• Instructions for the task
State how many lines of the entries hold the string "meet". Reply with the number alone.

[Stored data entries]
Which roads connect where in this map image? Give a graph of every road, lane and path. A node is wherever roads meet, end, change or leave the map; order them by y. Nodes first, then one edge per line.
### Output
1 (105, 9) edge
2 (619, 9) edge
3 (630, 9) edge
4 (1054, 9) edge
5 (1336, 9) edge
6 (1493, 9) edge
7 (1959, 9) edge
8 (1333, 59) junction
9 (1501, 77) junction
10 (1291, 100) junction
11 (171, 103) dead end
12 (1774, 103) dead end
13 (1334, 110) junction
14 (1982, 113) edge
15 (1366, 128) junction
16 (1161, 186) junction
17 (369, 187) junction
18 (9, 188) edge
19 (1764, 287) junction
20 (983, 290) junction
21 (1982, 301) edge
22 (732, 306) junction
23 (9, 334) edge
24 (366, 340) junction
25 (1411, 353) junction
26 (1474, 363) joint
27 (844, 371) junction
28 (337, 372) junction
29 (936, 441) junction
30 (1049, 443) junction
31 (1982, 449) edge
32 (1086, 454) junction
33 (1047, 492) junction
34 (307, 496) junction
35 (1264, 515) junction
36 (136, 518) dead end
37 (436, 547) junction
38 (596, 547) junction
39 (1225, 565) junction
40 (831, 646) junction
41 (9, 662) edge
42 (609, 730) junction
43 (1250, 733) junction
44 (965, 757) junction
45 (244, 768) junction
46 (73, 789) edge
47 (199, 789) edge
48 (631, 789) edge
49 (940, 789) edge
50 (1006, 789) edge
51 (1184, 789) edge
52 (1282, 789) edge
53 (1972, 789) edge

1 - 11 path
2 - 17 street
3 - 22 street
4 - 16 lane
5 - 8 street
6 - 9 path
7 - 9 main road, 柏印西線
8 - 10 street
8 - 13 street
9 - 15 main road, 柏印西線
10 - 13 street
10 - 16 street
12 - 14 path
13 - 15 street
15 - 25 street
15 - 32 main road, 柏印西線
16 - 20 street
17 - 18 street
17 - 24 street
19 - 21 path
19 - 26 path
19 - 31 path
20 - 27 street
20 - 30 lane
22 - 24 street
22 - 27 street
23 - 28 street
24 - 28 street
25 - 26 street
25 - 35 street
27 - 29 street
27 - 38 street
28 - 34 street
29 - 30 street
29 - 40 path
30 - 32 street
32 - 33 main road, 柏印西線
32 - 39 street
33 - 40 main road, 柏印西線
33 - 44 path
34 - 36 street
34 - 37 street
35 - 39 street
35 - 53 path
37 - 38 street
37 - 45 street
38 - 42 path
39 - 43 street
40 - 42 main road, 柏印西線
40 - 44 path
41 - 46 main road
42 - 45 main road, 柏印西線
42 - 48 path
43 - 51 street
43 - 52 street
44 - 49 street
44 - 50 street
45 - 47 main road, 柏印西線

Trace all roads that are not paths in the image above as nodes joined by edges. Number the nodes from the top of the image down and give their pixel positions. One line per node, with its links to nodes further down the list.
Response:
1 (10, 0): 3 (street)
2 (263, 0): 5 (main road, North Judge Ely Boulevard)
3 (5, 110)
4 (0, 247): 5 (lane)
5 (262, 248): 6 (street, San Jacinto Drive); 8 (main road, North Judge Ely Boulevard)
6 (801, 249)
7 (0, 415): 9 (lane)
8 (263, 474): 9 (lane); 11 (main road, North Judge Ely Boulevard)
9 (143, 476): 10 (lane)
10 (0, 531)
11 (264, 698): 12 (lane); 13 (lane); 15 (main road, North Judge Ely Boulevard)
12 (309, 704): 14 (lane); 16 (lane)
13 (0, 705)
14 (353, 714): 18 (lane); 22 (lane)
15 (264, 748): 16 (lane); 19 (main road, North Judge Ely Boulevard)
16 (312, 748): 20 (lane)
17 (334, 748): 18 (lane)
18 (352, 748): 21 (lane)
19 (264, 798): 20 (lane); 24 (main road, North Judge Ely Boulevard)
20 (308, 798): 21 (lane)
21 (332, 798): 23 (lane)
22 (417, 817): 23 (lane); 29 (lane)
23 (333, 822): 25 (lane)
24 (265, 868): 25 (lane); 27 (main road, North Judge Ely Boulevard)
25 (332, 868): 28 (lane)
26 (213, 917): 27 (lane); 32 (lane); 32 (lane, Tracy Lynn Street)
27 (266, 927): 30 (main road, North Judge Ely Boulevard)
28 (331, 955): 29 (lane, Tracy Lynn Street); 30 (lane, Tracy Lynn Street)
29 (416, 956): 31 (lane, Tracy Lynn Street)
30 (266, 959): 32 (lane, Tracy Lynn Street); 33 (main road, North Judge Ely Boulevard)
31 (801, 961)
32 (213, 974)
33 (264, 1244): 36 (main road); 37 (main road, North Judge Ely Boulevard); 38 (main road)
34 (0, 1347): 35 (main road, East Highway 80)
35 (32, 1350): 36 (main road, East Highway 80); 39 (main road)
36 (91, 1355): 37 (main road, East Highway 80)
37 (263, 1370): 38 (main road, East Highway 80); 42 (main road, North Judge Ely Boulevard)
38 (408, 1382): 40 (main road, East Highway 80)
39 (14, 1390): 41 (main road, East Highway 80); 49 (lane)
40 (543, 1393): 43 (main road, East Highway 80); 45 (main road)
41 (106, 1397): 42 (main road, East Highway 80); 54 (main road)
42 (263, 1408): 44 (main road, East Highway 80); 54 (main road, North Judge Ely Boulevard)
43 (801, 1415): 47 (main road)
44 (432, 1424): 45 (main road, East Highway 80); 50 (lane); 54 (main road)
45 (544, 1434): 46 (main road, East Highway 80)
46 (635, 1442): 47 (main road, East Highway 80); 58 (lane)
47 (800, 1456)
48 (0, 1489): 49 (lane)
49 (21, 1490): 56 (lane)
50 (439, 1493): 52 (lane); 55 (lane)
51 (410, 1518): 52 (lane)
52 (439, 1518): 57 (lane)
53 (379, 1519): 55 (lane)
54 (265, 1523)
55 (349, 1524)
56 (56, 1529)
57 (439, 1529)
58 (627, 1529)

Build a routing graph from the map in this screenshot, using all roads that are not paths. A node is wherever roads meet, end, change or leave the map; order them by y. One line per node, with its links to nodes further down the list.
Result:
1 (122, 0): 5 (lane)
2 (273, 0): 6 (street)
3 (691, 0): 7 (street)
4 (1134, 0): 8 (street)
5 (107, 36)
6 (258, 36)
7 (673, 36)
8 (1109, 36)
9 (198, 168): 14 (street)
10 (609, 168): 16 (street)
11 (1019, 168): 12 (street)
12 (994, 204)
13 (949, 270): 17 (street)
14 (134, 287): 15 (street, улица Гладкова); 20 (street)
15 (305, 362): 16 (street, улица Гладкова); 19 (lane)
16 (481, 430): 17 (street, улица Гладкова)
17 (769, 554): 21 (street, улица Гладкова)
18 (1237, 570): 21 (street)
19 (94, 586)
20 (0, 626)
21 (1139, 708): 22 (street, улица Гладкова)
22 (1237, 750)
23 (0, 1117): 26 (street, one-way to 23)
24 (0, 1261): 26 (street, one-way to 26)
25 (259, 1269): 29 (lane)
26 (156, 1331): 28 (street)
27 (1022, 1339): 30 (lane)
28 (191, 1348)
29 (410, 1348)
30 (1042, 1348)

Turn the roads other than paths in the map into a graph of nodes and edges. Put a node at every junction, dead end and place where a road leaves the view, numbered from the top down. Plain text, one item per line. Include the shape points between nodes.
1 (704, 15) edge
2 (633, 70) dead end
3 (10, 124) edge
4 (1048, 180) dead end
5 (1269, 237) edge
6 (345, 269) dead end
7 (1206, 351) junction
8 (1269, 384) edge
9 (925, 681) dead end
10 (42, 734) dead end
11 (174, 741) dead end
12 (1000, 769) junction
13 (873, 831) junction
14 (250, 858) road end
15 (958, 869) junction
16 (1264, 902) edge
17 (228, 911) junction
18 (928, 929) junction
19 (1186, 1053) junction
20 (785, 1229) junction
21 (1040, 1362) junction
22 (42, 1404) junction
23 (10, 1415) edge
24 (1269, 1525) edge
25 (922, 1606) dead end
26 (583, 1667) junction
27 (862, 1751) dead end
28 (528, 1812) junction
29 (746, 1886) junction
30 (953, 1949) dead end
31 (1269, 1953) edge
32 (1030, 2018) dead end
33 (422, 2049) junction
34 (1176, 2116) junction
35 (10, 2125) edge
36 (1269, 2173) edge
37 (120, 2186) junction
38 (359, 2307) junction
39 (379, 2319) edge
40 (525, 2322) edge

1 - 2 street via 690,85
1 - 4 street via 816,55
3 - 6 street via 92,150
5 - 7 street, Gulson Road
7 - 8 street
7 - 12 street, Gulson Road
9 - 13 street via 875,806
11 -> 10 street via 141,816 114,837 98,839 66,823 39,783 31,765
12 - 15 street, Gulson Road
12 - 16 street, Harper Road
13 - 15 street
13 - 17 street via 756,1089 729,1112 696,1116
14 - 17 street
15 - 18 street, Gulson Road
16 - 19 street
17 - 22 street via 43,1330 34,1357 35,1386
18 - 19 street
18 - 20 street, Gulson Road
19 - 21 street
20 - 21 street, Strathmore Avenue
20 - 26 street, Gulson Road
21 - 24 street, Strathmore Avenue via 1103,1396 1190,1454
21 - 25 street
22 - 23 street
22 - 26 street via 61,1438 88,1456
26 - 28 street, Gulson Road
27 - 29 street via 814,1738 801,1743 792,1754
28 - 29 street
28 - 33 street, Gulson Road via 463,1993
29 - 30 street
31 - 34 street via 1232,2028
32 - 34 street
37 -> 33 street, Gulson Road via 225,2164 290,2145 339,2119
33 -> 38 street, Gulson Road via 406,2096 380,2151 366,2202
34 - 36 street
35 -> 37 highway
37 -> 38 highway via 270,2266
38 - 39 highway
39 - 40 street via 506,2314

• The answer
2